Franke-Schenk is an art dealership and art gallery in Munich, Germany, which presents works of art from the 16th to the 20th centuries. The Kunstsalon came into being in 2009, after the merger of two companies.

History

Kunstsalon Franke
The Kunstsalon Franke-Schenk was founded in 1913 as the Kunstsalon Franke, by the metal goods manufacturer Willy Franke (1875 Altenburg – 1957 Leipzig). Until 1961, the art and antiques business Kunstsalon Franke was situated in Leipzig. The family company dealt mainly in paintings, specialising in Old Masters. The son Walter Franke (1901 Dresden – 1968 Baden-Baden), an art historian, joined the management in 1927. Forced to flee in 1961 because of repression in the German Democratic Republic (GDR) and the expropriation of art dealers, the Kunstsalon Franke settled in Baden-Baden.

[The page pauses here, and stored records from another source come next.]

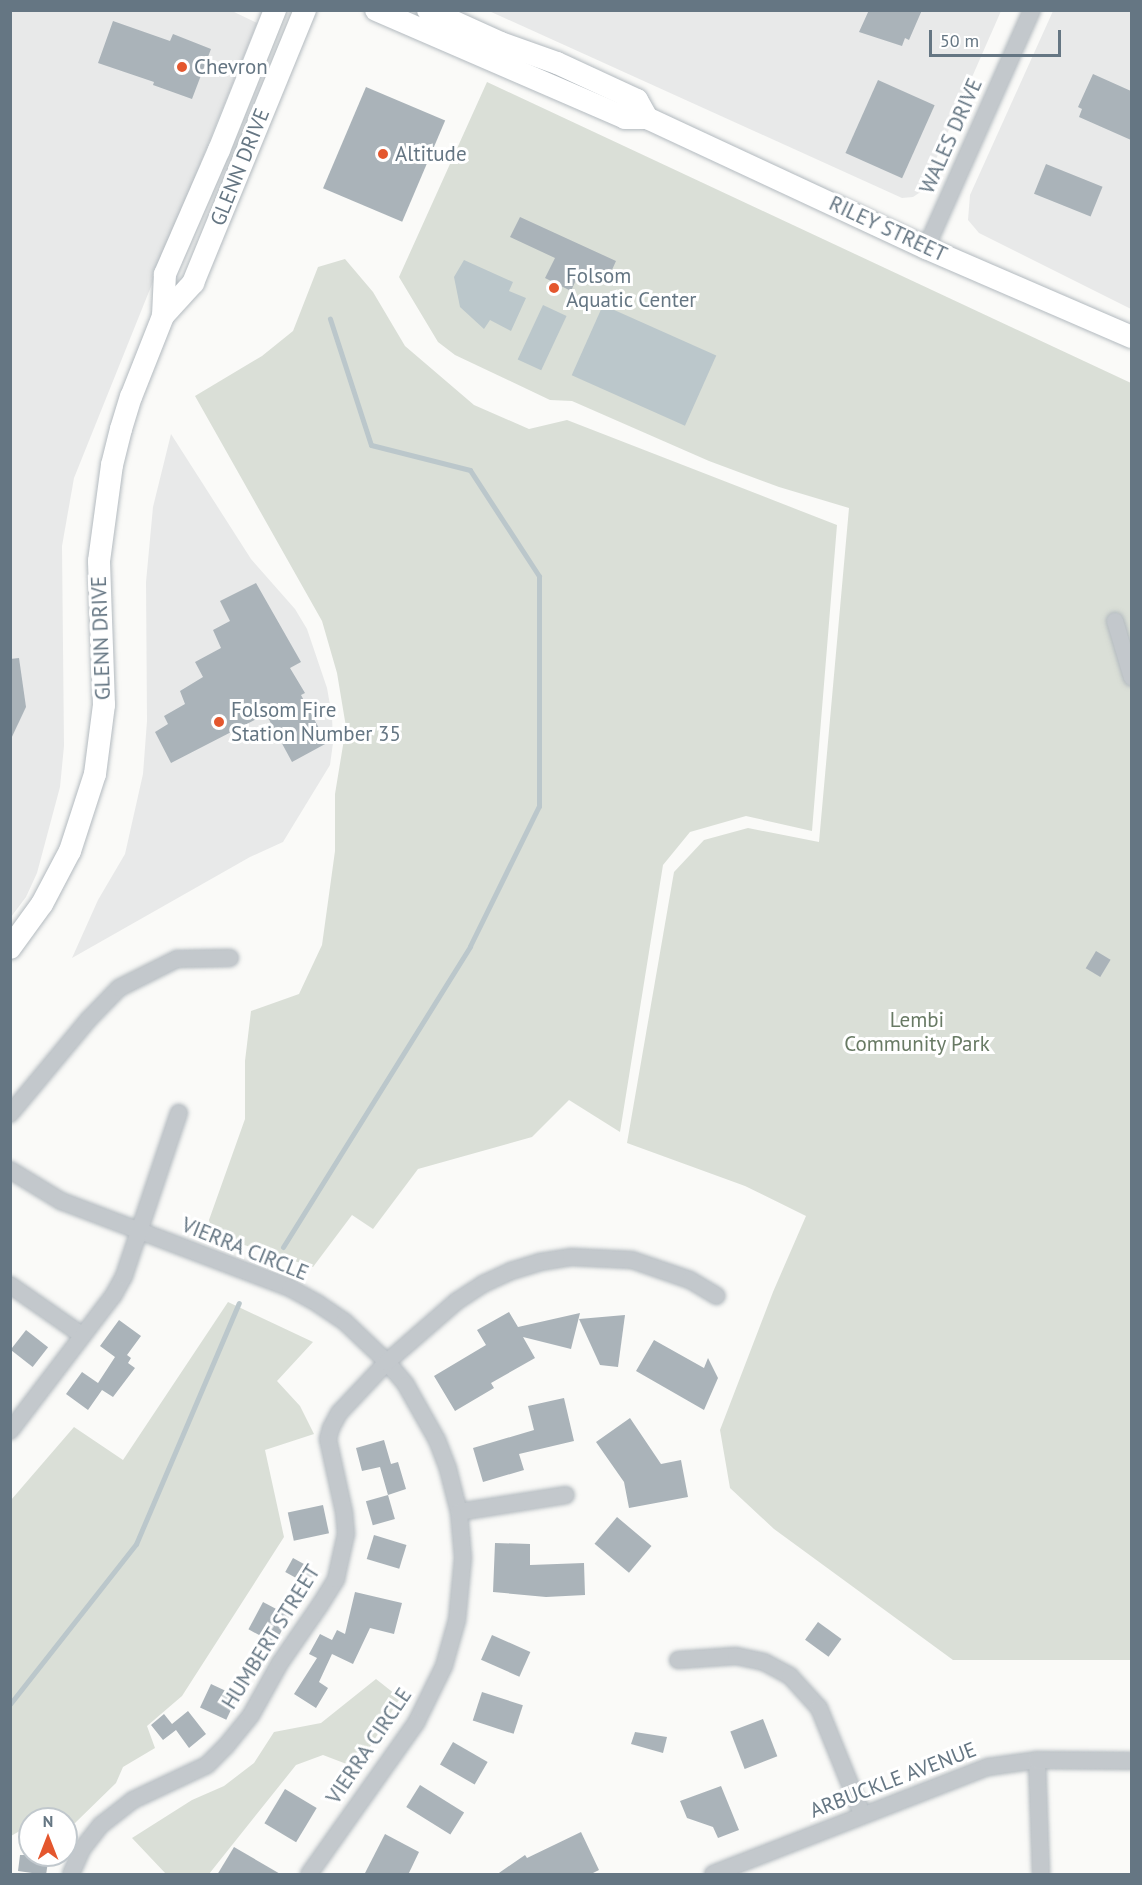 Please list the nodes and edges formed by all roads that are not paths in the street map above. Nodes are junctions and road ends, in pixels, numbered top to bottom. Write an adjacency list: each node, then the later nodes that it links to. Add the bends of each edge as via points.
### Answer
1 (276, 10): 7 (street, GLENN DRIVE)
2 (305, 10): 9 (street, GLENN DRIVE)
3 (376, 10): 6 (street, RILEY STREET, via 625,118)
4 (428, 10): 6 (street, RILEY STREET, via 637,100)
5 (1032, 10): 8 (street, WALES DRIVE)
6 (647, 117): 8 (street, RILEY STREET)
7 (204, 186): 9 (street, via 210,193 208,205 189,253); 10 (street, GLENN DRIVE, via 165,274)
8 (926, 248): 11 (street, RILEY STREET)
9 (193, 283): 10 (street, GLENN DRIVE)
10 (163, 316): 14 (street, GLENN DRIVE, via 131,397 112,465 104,514 99,582 104,705 95,774 70,851 42,904)
11 (1131, 337)
12 (1115, 621): 13 (street)
13 (1131, 678)
14 (10, 948)
15 (230, 958): 17 (street, via 177,959 119,988)
16 (179, 1113): 19 (street)
17 (10, 1114)
18 (10, 1170): 19 (street, VIERRA CIRCLE, via 61,1201)
19 (139, 1232): 22 (street, via 113,1296); 23 (street, VIERRA CIRCLE, via 290,1288 344,1321)
20 (10, 1285): 22 (street)
21 (717, 1296): 23 (street, HUMBERT STREET, via 690,1280 632,1260 571,1257 540,1262 511,1271 457,1301)
22 (82, 1335): 24 (street)
23 (387, 1362): 26 (street, VIERRA CIRCLE, via 406,1385 437,1440); 31 (street, HUMBERT STREET, via 339,1413 331,1428 328,1440 346,1534 336,1579 320,1605 280,1663 251,1715 226,1746 207,1765 133,1800 101,1825 82,1849)
24 (10, 1431)
25 (566, 1495): 26 (street)
26 (459, 1512): 32 (street, VIERRA CIRCLE, via 461,1589 444,1666 416,1723)
27 (678, 1660): 30 (street, via 736,1656 764,1662 790,1676 819,1708)
28 (1037, 1760): 29 (street, ARBUCKLE AVENUE); 30 (street, ARBUCKLE AVENUE, via 963,1774); 34 (street)
29 (1131, 1761)
30 (862, 1815): 33 (street, ARBUCKLE AVENUE)
31 (71, 1875)
32 (309, 1875)
33 (713, 1875)
34 (1041, 1875)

Here, the third generation in the person of Michael Franke (1939 Leipzig – 1985 Baden-Baden) took over the management of the Kunstsalon Franke in 1967. During the 1970s Michael Franke expanded the company further and he and his wife Catherine Franke together intensified the antiques business, with additional subsidiaries for silver and furniture. In 1971 Michael Franke became chairman of the Baden-Württemberg art dealers’ association.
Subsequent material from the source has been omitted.